Fransa 16'ncı yüzyıldan 19'ncu yüzyılın sonlarına değin bir sömürge imparatorluğu olagelmiştir.

Napolyon ise Fransa’ya denizaşırı egemenliğini Avrupa kıtasına yaymasına fırsat veren isim konumuna erişmiş, bu anlamda Fransız kibrini adeta zirve noktasına taşımıştır.

Ancak her “pik” aslında kaçınılmaz düşüşe bir “prelude” teşkil eder. Nitekim öyle de olmuştur.

1814 yılında Rus Çarı Birinci Aleksandr, görkemli ordularıyla Paris’e girmiştir örneğin. Akabinde bir toparlanma ve Afrika’nın paylaşımıyla birlikte ete kemiğe bürünen “yeni sömürgeleştirme” evresinden geçmiş olsa da Napolyon’un imparatorluk deneyiminin sonu aslında Fransa tarihi için utanç verici mağlubiyet ve bozgunlar silsilesinin başlangıcını simgelemiştir.

20'nci yüzyılı bir bakıma tepeden tırnağa Fransa’nın gerileme tarihi addedebiliriz.

İkinci Dünya Savaşı’nda ana karadaki topraklarının önemli bir bölümünü şimşek hızıyla yitirmiş, geride kalan topraklarını ise Vichy rejimi eliyle Alman denetimine açık hâlde muhafaza edebilmiştir. 

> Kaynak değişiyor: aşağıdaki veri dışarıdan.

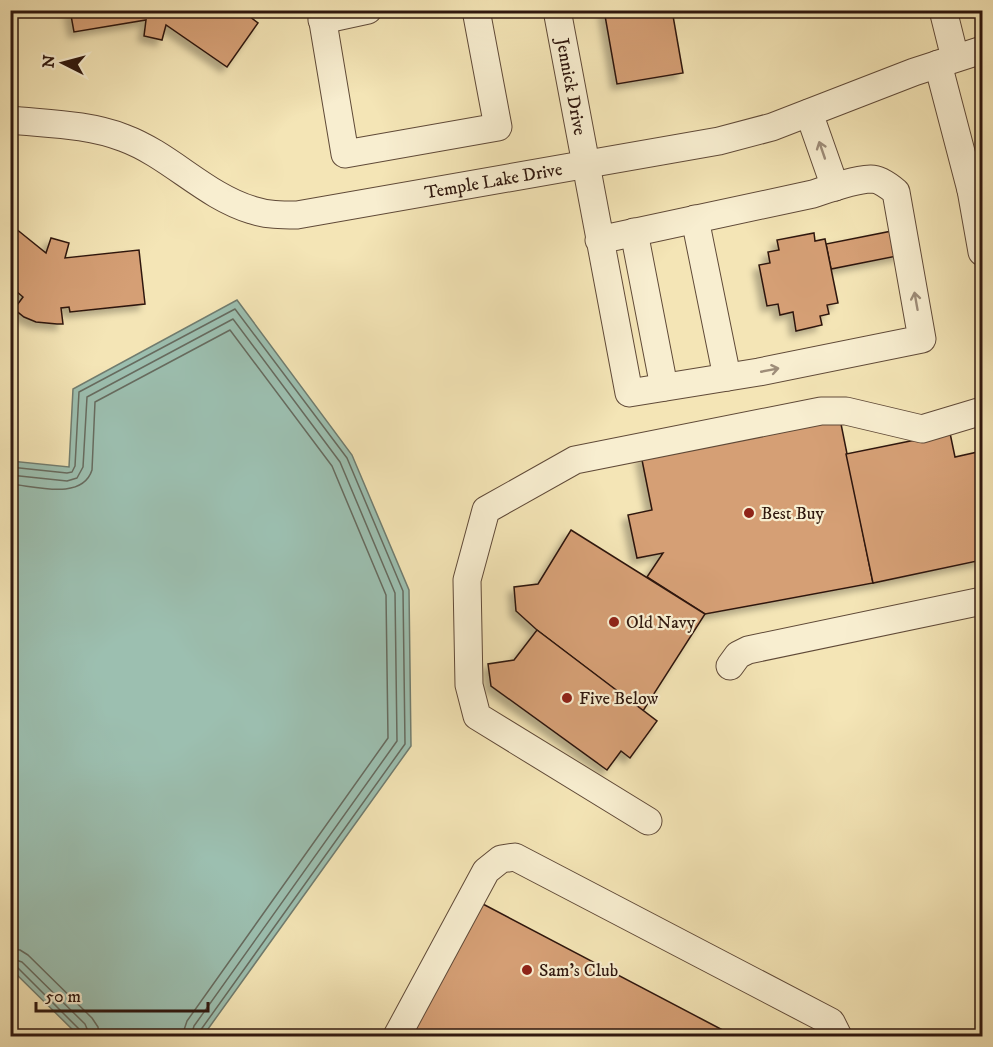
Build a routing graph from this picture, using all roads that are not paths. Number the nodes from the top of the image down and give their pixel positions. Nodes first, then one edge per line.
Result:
1 (368, 10) edge
2 (476, 10) edge
3 (557, 10) edge
4 (943, 10) edge
5 (321, 15) edge
6 (982, 50) edge
7 (947, 61) junction
8 (809, 112) junction
9 (10, 120) edge
10 (585, 164) junction
11 (835, 187) junction
12 (977, 192) edge
13 (695, 219) junction
14 (634, 232) junction
15 (599, 240) junction
16 (982, 252) edge
17 (727, 377) junction
18 (664, 387) junction
19 (982, 411) edge
20 (982, 602) edge
21 (730, 666) dead end
22 (648, 821) dead end
23 (398, 1036) edge
24 (838, 1036) edge

1 - 5 street
2 - 5 street
3 - 10 street, Jennick Drive
4 - 7 street
6 - 7 street, Temple Lake Drive
7 - 8 street, Temple Lake Drive
7 - 12 street
8 - 10 street, Temple Lake Drive
11 -> 8 street
9 - 10 street, Temple Lake Drive
10 - 15 street, Jennick Drive
11 - 13 street
17 -> 11 street
12 - 16 street
13 - 14 street
13 - 17 street
14 - 15 street
14 - 18 street
15 - 18 street, Jennick Drive
17 - 18 street
19 - 22 street
20 - 21 street
23 - 24 street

1946 yılında Suriye ve Lübnan’ı, 1953 yılında Laos ve Kamboçya’yı, 1956 yılında Fas ve Tunus’u, 1958 yılında Gine’yi, 1960 yılında Togo, Kamerun ve Madagaskar gibi ülkeleri, 1962 yılında Cezayir’i, 1975 yılında Komor Adaları’nı ve 1977 yılında ise Cibuti’yi kaybeden Fransa, her şeye rağmen artık hiçbir somut dayanağı bulunmamasına karşın yine de dünya meselelerine, özellikle de eski “dominium” haritasındaki olaylara burnunu sokmaya çalışmayı sürdürdü.

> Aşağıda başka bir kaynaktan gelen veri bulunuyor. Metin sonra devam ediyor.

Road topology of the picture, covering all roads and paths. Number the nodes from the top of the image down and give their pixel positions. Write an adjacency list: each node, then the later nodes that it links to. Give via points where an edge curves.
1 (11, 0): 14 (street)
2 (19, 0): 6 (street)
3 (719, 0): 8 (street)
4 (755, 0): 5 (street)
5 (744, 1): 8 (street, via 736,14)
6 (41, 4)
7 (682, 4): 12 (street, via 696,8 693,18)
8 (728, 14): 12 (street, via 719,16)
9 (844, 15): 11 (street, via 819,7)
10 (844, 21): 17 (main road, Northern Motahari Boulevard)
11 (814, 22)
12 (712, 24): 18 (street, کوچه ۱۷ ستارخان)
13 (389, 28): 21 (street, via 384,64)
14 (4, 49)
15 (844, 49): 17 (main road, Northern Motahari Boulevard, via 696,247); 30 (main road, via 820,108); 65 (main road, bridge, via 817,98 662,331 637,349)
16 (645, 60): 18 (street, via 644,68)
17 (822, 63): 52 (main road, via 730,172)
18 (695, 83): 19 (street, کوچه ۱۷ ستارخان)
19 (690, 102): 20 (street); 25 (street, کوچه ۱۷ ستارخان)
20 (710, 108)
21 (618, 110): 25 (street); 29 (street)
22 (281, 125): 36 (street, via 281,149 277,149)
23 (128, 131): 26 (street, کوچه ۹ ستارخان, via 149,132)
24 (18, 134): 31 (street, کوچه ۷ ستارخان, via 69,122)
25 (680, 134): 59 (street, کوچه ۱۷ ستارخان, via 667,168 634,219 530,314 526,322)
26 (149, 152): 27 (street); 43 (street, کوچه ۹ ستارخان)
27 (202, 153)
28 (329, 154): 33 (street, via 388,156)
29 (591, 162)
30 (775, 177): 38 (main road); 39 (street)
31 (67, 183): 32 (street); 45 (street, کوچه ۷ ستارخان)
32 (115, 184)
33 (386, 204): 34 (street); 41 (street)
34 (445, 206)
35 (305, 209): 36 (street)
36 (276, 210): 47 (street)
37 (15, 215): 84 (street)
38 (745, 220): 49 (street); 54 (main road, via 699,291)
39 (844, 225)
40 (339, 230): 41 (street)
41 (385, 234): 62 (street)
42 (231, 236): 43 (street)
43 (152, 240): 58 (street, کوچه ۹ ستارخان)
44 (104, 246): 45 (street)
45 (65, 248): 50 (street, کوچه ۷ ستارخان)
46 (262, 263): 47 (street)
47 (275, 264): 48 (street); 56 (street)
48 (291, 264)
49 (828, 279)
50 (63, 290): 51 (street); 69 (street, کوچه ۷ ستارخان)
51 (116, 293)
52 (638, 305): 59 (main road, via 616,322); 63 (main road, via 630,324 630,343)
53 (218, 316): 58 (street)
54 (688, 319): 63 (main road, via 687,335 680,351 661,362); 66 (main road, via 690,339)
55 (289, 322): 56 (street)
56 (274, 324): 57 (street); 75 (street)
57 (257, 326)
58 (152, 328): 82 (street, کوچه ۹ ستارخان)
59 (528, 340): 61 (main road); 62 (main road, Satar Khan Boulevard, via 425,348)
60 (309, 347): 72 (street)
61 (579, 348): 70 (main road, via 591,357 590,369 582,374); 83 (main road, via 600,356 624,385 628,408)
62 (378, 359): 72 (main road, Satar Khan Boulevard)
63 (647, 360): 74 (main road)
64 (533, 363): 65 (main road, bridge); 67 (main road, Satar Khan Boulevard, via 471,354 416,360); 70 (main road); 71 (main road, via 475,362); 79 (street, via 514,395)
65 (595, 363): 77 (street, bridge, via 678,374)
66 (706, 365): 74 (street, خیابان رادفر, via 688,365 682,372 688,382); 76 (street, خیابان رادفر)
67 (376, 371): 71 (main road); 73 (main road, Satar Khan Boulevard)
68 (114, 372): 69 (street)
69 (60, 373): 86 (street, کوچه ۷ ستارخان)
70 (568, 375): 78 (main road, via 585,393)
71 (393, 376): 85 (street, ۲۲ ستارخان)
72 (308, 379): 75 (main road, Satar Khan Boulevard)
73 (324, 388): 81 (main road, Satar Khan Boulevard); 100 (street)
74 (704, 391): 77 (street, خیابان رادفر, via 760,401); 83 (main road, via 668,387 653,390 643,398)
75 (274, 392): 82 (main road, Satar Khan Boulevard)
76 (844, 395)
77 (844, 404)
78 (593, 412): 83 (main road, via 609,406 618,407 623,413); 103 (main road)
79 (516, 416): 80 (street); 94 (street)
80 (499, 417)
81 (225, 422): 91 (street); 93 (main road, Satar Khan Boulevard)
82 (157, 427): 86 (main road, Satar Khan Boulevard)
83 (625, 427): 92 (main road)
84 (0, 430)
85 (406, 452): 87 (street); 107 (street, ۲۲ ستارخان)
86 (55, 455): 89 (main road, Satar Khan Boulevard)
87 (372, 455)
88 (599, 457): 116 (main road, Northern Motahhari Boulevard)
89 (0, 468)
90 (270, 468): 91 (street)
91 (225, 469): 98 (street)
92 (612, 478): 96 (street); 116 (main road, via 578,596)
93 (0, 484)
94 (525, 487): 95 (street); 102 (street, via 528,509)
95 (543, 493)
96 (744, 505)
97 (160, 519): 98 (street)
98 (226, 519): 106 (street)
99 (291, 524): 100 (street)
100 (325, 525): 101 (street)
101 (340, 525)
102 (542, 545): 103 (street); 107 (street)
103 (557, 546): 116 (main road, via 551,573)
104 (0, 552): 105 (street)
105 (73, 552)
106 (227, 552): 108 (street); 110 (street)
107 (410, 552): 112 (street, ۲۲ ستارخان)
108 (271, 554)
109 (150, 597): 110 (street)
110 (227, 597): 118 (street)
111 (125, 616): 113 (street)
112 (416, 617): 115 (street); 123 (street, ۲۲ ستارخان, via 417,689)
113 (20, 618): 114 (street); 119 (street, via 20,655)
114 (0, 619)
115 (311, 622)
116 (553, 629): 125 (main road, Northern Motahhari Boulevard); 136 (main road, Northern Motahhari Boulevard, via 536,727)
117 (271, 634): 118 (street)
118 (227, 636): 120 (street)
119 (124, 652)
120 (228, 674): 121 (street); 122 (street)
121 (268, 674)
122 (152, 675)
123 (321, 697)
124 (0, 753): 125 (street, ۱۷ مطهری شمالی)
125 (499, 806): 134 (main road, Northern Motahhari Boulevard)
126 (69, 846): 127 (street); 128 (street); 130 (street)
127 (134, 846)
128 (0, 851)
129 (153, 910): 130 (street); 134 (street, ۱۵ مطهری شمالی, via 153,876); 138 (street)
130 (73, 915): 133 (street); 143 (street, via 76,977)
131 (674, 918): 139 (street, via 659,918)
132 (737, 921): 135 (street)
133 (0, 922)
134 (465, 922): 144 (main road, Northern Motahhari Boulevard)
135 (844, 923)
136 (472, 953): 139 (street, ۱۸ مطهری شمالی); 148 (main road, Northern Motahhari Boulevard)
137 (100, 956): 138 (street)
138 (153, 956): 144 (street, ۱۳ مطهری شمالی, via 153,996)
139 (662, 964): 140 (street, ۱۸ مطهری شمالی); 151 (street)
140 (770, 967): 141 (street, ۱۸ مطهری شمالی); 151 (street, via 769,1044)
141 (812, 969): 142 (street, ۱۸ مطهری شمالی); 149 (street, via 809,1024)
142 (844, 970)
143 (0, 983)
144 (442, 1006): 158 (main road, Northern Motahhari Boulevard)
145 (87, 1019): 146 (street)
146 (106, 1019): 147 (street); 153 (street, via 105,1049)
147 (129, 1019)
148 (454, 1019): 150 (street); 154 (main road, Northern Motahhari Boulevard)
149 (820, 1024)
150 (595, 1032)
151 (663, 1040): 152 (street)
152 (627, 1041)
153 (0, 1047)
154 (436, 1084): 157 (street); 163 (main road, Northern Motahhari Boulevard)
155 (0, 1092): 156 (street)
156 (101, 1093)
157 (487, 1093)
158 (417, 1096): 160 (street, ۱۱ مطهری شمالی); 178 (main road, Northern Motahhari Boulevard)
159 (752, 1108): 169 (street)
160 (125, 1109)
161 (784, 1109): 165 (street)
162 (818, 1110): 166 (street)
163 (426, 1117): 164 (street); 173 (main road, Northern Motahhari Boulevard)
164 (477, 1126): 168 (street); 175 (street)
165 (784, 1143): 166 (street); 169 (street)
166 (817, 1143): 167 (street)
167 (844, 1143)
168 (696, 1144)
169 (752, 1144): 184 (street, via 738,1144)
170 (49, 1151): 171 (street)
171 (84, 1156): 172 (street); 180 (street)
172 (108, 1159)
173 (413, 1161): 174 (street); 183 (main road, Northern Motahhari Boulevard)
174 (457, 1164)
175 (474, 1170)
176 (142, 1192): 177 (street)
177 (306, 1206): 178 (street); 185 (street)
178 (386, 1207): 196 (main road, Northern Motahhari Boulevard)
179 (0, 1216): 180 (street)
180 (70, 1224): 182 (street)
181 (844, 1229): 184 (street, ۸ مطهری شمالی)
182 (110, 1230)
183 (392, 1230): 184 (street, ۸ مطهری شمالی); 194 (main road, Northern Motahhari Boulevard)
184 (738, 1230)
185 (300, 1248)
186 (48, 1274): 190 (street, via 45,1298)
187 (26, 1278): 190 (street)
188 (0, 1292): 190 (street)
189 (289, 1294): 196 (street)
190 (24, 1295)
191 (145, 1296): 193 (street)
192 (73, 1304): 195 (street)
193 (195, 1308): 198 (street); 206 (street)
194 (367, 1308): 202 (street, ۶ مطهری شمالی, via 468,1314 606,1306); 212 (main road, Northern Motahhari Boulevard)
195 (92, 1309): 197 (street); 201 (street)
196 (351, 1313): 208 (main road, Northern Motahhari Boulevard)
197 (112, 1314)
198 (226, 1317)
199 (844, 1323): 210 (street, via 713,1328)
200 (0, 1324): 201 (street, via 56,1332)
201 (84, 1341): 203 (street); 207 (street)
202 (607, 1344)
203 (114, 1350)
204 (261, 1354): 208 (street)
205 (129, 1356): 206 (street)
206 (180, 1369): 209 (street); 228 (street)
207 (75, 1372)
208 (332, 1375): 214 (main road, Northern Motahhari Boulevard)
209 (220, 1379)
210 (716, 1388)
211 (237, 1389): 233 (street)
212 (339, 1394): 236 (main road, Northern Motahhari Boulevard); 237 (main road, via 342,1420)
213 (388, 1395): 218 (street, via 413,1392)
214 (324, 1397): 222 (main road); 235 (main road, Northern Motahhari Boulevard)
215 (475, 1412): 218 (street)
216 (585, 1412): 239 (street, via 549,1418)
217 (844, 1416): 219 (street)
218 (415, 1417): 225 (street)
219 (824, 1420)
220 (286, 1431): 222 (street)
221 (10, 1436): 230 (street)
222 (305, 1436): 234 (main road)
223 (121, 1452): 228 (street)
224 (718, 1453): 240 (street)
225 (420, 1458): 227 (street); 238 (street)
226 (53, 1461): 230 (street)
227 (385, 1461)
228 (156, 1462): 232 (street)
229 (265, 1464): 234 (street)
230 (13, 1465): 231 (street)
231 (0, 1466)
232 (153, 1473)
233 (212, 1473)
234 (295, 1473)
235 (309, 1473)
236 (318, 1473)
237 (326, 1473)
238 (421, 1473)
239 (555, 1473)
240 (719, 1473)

Bu durum artık Fransız siyasetinde bir alışkanlığa, kendiliğinden bir reflekse ve dahi bir nevî genetik kalıba evirilmiştir.

Makalenin başlığında “modern Fransa siyasetinin iblislerinden” bahsetmemin sebebi tam olarak budur.

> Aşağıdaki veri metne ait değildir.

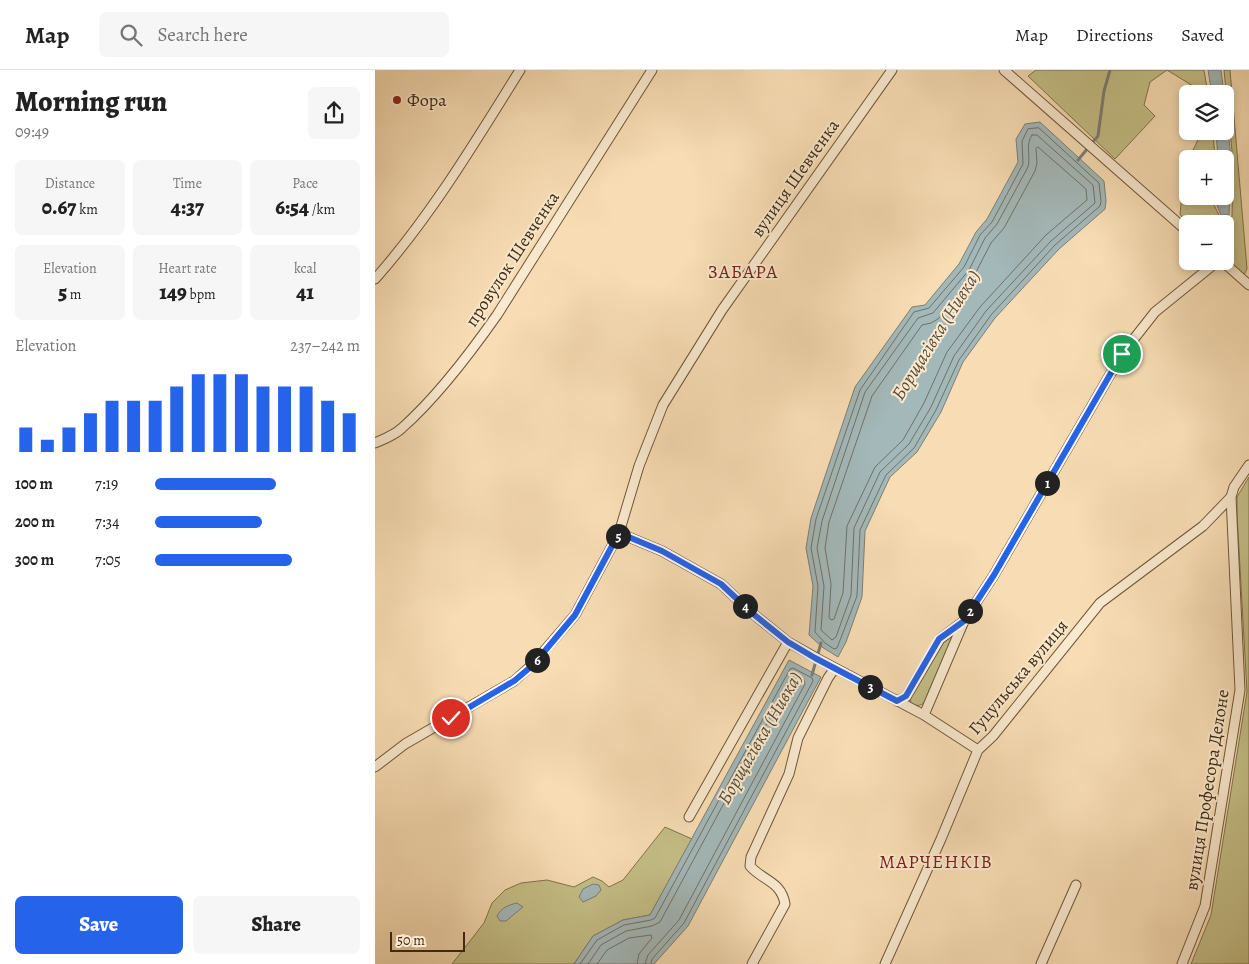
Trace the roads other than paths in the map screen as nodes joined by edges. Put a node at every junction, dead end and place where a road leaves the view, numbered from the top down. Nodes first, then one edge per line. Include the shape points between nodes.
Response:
1 (520, 70) edge
2 (652, 70) edge
3 (892, 70) edge
4 (1004, 70) edge
5 (1179, 224) edge
6 (1207, 270) edge
7 (1232, 270) edge
8 (375, 279) edge
9 (1249, 285) edge
10 (375, 444) edge
11 (1249, 465) edge
12 (1231, 497) junction
13 (619, 533) junction
14 (964, 621) junction
15 (788, 642) junction
16 (835, 668) junction
17 (897, 701) junction
18 (924, 715) junction
19 (977, 750) junction
20 (375, 767) edge
21 (689, 817) dead end
22 (1077, 885) dead end
23 (752, 964) edge
24 (885, 964) edge
25 (1041, 964) edge
26 (1182, 964) edge

1 - 8 street via 430,208
2 - 10 street, провулок Шевченка via 476,344 401,429
3 - 13 street, вулиця Шевченка via 722,310 663,405 639,466
4 - 5 street
6 - 14 street via 1155,312 1122,354
7 - 9 street
11 - 12 street, Гуцульська вулиця
12 - 19 street, Гуцульська вулиця via 1203,526 1101,603 993,736
12 - 26 street, вулиця Професора Делоне via 1240,690 1205,906
13 - 15 street via 662,551 721,584
13 - 20 street, вулиця Шевченка via 575,615 533,665 514,681 405,744
14 - 17 street via 939,639 906,696
14 - 18 street
15 - 16 street
15 - 21 street
16 - 17 street
16 - 23 street via 798,738 789,774 751,857 750,866 779,887 785,904
17 - 18 street
18 - 19 street
19 - 24 street, Гуцульська вулиця
22 - 25 street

Fransa’da sağ-sol ideolojik eğilim farkı gözetmeksizin topyekûn siyasetçi sınıfı devletin Napolyon’dan bu yana istikrarlı bir biçimde idrâk ettiği ve sömürgelerdeki ulusal kurtuluş mücadelelerinin üst üste binerek yarattığı devasa travmalar zincirinin yansımalarını atlatabilmiş değil.

Yönetim kademesindeki yerleşik anlayıştan eğitim müfredatındaki izdüşümlerine değin mevzubahis derin sarsıntıların saptanması son derece kolay birtakım komplekslere yol açtığı aşikârdır.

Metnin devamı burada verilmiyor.